### Activity
Go through the entries below and copy every line that holds the word "from".

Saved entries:
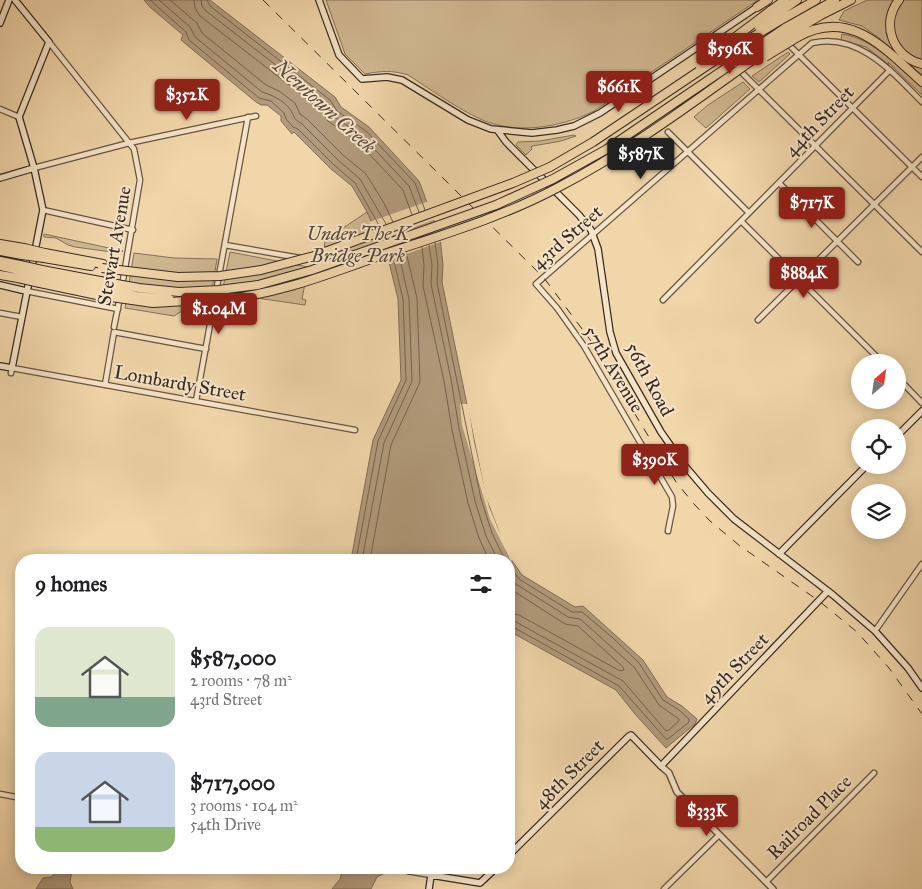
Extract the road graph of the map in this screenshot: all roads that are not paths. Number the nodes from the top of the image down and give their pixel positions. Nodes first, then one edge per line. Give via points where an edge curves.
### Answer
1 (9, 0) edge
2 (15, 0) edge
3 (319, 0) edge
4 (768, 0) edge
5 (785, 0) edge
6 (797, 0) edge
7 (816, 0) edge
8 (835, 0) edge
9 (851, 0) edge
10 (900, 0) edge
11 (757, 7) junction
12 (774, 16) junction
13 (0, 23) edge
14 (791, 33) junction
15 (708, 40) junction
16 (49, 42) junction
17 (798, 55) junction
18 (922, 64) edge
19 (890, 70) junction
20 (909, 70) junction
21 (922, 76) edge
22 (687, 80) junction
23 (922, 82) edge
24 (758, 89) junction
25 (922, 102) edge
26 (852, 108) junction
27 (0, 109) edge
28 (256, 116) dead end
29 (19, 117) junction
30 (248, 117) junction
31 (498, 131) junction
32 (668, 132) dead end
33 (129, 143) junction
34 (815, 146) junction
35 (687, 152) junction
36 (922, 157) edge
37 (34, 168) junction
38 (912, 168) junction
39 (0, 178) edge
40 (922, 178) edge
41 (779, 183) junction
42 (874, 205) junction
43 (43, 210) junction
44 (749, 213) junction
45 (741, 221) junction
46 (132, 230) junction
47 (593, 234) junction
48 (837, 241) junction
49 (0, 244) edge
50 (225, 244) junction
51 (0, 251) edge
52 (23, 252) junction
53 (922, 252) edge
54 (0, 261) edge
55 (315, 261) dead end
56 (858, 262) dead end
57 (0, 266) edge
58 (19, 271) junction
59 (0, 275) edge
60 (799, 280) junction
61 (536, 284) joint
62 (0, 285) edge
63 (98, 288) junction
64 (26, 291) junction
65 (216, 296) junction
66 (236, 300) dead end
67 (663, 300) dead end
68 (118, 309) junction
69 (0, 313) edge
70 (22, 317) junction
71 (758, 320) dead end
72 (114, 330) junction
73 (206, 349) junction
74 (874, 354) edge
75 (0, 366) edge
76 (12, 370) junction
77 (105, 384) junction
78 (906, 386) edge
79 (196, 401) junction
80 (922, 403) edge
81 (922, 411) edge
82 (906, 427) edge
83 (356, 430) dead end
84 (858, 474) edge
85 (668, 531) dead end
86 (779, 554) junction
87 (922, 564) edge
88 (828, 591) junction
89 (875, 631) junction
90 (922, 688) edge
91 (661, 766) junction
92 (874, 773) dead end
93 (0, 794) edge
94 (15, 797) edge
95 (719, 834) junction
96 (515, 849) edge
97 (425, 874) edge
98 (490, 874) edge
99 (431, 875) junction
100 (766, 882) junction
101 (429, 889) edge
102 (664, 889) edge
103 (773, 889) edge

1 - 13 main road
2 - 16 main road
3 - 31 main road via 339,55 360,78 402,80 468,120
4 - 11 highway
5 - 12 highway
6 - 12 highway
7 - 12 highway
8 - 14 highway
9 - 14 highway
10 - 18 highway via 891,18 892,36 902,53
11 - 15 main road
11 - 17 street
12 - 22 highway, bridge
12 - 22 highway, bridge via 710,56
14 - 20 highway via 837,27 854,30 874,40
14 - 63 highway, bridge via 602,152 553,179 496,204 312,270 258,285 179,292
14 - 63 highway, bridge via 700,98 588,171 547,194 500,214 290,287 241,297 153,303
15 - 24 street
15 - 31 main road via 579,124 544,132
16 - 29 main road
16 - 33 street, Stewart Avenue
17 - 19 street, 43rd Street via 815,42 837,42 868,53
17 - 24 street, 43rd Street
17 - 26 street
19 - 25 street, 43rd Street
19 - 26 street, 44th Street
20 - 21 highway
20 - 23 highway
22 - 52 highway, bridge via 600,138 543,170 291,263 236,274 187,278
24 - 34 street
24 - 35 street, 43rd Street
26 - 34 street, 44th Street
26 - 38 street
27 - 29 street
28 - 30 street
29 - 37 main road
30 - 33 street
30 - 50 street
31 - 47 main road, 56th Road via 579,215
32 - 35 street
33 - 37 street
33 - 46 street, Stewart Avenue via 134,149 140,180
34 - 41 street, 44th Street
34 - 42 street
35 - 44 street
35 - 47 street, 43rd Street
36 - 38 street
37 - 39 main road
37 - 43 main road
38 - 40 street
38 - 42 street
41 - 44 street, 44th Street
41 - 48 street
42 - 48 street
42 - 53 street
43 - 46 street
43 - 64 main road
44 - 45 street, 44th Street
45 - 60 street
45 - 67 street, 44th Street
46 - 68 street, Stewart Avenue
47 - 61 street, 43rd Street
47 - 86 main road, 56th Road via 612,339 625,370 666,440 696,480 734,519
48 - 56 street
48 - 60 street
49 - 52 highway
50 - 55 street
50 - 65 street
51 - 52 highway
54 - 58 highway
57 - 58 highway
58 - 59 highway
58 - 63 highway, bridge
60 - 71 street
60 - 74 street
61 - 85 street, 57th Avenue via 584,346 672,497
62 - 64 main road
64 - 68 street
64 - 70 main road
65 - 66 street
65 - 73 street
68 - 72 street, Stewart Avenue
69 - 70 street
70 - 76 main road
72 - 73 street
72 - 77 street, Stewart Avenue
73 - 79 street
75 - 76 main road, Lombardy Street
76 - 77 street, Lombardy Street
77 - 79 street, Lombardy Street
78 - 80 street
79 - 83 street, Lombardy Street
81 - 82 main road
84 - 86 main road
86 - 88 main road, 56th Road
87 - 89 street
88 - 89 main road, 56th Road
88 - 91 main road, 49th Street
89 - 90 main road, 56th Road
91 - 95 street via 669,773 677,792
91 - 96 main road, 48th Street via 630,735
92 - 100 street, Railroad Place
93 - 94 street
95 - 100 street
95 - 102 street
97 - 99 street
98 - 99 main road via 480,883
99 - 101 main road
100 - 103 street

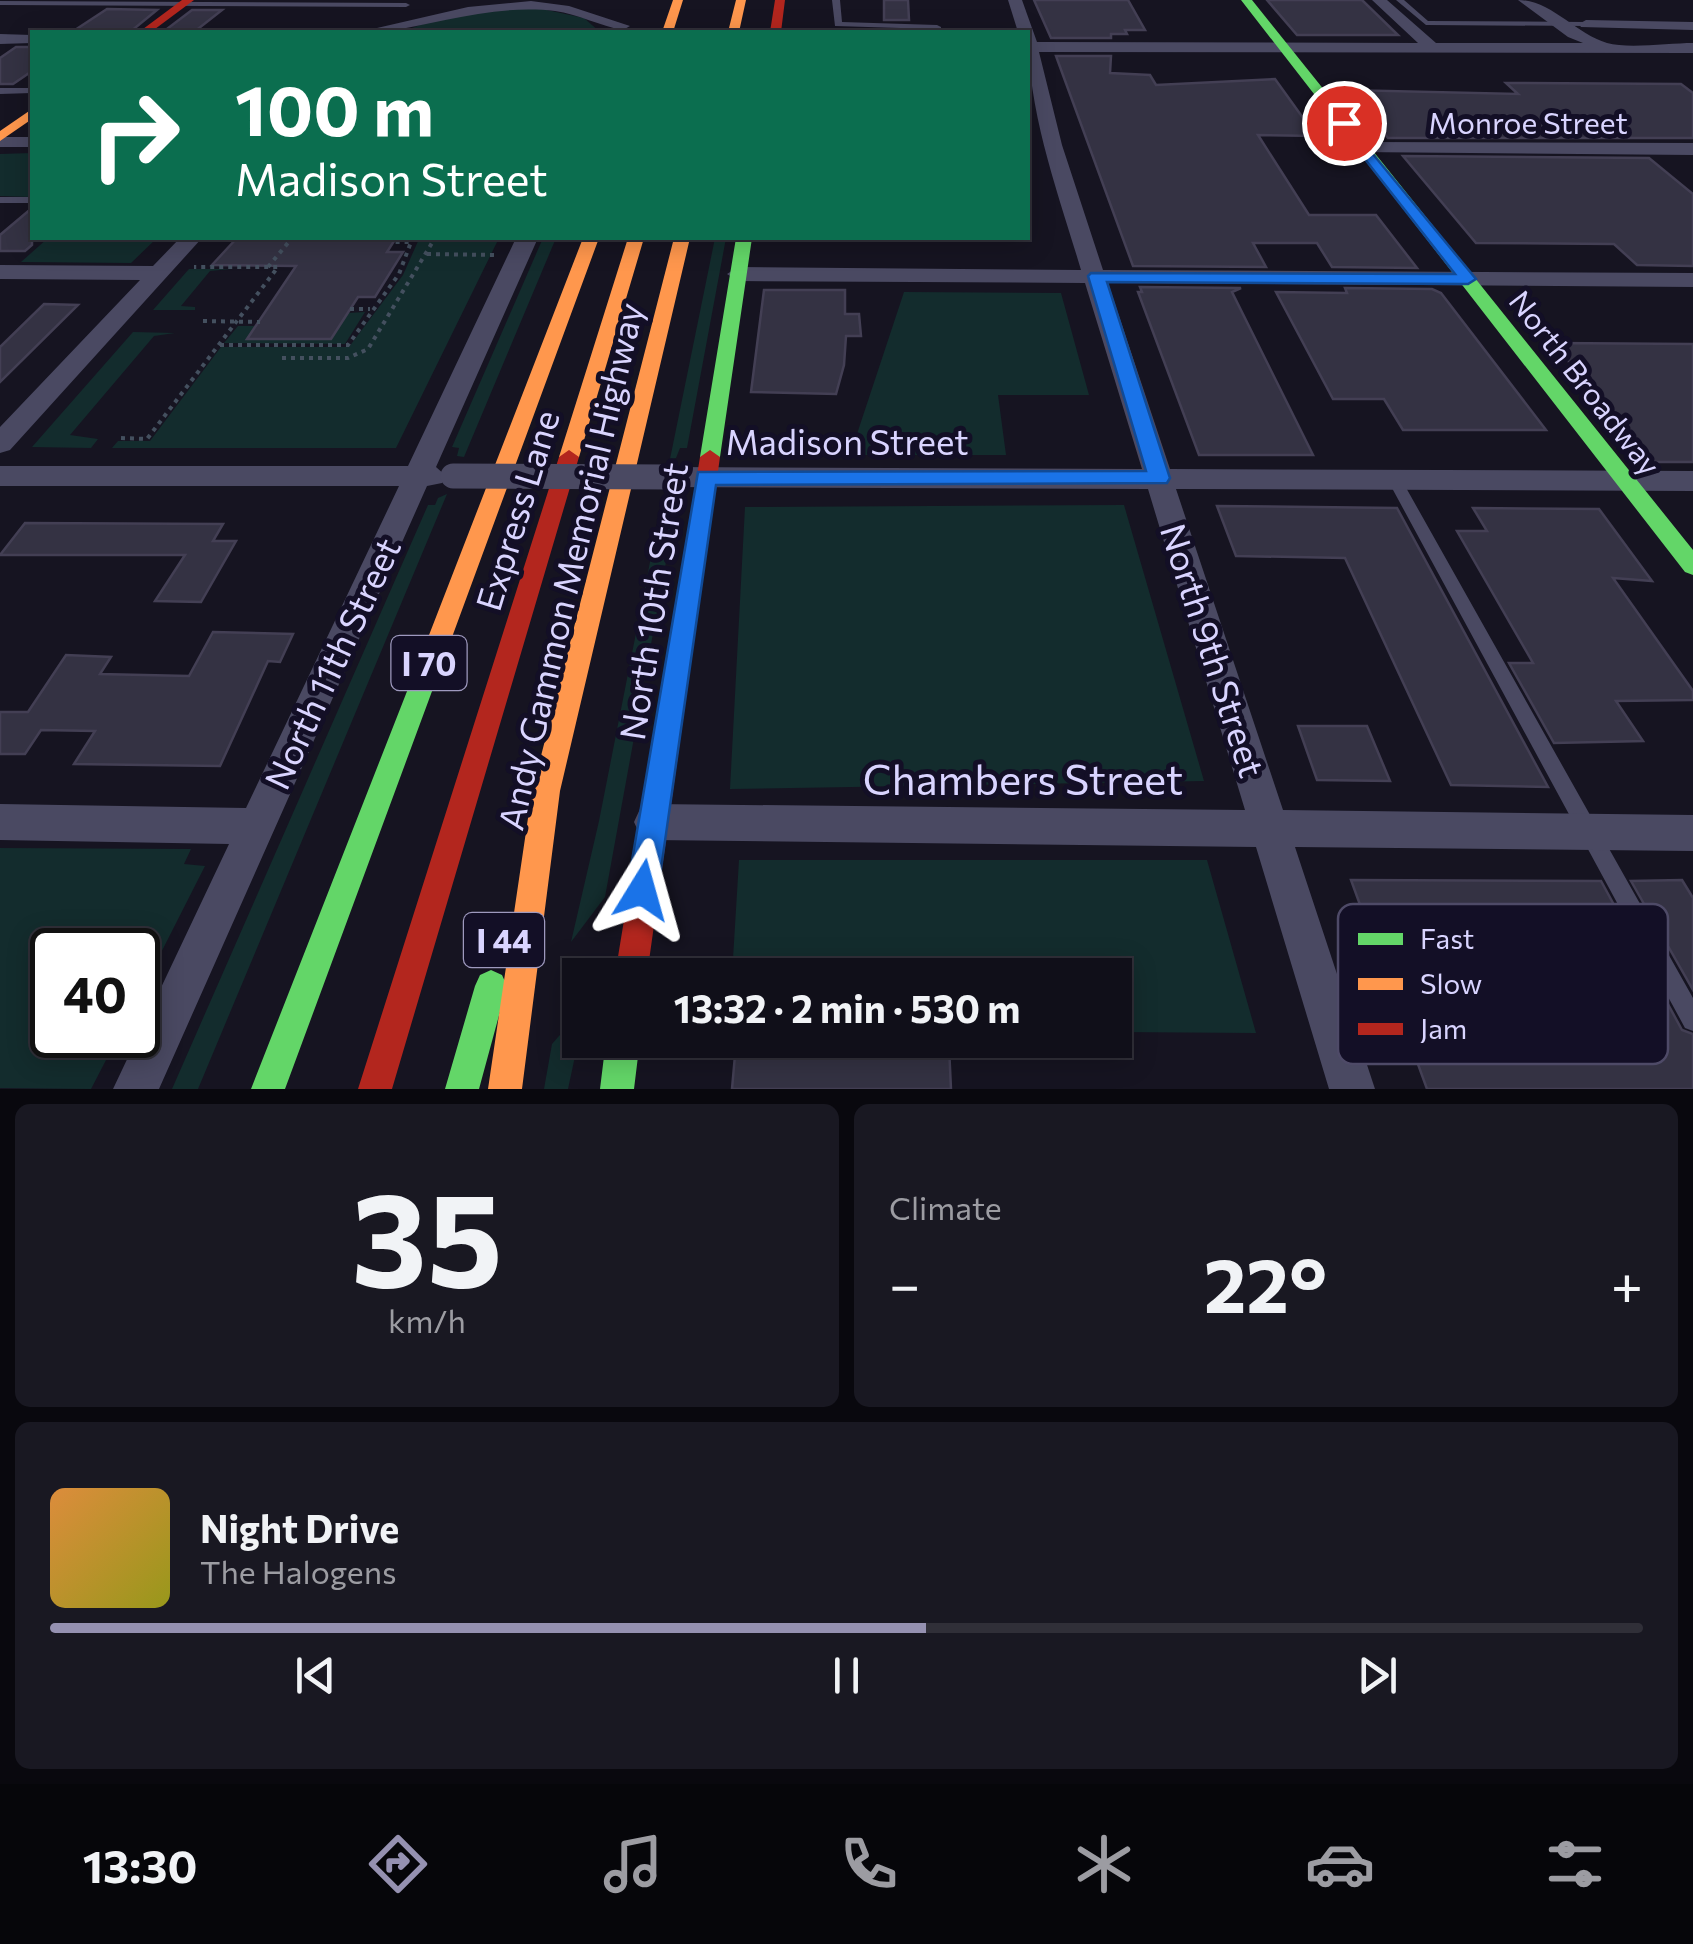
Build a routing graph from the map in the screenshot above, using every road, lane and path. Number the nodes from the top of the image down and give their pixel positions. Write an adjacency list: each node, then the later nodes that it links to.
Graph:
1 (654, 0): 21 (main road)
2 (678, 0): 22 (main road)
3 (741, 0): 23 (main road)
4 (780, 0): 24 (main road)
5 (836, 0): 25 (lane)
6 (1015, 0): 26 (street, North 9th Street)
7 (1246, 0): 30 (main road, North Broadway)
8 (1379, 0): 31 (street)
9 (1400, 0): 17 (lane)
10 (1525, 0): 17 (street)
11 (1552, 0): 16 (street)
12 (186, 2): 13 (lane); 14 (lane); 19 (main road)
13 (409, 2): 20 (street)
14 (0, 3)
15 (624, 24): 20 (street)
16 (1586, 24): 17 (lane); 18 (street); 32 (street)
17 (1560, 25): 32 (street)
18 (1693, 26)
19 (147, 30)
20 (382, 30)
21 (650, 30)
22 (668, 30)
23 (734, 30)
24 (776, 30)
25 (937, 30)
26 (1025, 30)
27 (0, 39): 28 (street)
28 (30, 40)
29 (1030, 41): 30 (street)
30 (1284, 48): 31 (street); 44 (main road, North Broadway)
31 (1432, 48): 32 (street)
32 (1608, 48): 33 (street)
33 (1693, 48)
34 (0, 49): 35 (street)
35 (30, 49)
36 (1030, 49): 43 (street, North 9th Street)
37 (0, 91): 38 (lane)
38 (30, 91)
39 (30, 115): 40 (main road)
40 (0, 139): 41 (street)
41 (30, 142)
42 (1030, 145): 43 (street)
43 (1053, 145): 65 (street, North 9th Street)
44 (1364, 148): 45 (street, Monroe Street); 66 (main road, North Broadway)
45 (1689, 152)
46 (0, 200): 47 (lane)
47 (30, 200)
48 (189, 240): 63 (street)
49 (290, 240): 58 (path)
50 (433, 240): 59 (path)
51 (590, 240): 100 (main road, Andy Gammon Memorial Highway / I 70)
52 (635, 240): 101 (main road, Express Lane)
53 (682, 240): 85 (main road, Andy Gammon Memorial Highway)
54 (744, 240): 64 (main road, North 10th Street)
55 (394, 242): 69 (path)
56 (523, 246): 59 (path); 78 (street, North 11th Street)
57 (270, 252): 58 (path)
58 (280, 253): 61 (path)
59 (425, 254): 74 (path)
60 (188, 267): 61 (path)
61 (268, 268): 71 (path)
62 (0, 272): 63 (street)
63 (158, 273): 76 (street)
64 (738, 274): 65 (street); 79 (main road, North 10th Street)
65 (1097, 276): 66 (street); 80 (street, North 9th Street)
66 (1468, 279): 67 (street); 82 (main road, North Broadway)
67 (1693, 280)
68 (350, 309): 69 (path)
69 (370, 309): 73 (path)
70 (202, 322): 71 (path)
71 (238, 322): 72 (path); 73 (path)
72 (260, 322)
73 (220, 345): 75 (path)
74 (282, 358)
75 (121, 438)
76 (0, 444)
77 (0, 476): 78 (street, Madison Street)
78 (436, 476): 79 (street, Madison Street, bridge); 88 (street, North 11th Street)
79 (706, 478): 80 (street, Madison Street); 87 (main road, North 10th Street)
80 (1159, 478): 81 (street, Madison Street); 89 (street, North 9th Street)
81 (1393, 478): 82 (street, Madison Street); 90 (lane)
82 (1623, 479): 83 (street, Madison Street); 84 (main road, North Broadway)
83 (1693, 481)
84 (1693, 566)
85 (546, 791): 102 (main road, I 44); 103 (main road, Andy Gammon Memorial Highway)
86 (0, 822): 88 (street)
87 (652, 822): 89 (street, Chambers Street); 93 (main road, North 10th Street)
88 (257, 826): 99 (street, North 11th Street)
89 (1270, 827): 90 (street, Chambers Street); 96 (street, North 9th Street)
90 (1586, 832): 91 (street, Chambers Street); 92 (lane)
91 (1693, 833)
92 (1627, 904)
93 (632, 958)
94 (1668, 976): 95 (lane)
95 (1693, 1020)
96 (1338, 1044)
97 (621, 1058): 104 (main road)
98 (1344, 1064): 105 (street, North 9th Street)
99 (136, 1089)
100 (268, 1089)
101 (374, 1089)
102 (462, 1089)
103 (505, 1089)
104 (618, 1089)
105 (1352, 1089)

### Solution to this task
Extract the road graph of the map in this screenshot: all roads that are not paths. Number the nodes from the top of the image down and give their pixel positions. Nodes first, then one edge per line. Give via points where an edge curves.
Build a routing graph from the map in the screenshot above, using every road, lane and path. Number the nodes from the top of the image down and give their pixel positions. Write an adjacency list: each node, then the later nodes that it links to.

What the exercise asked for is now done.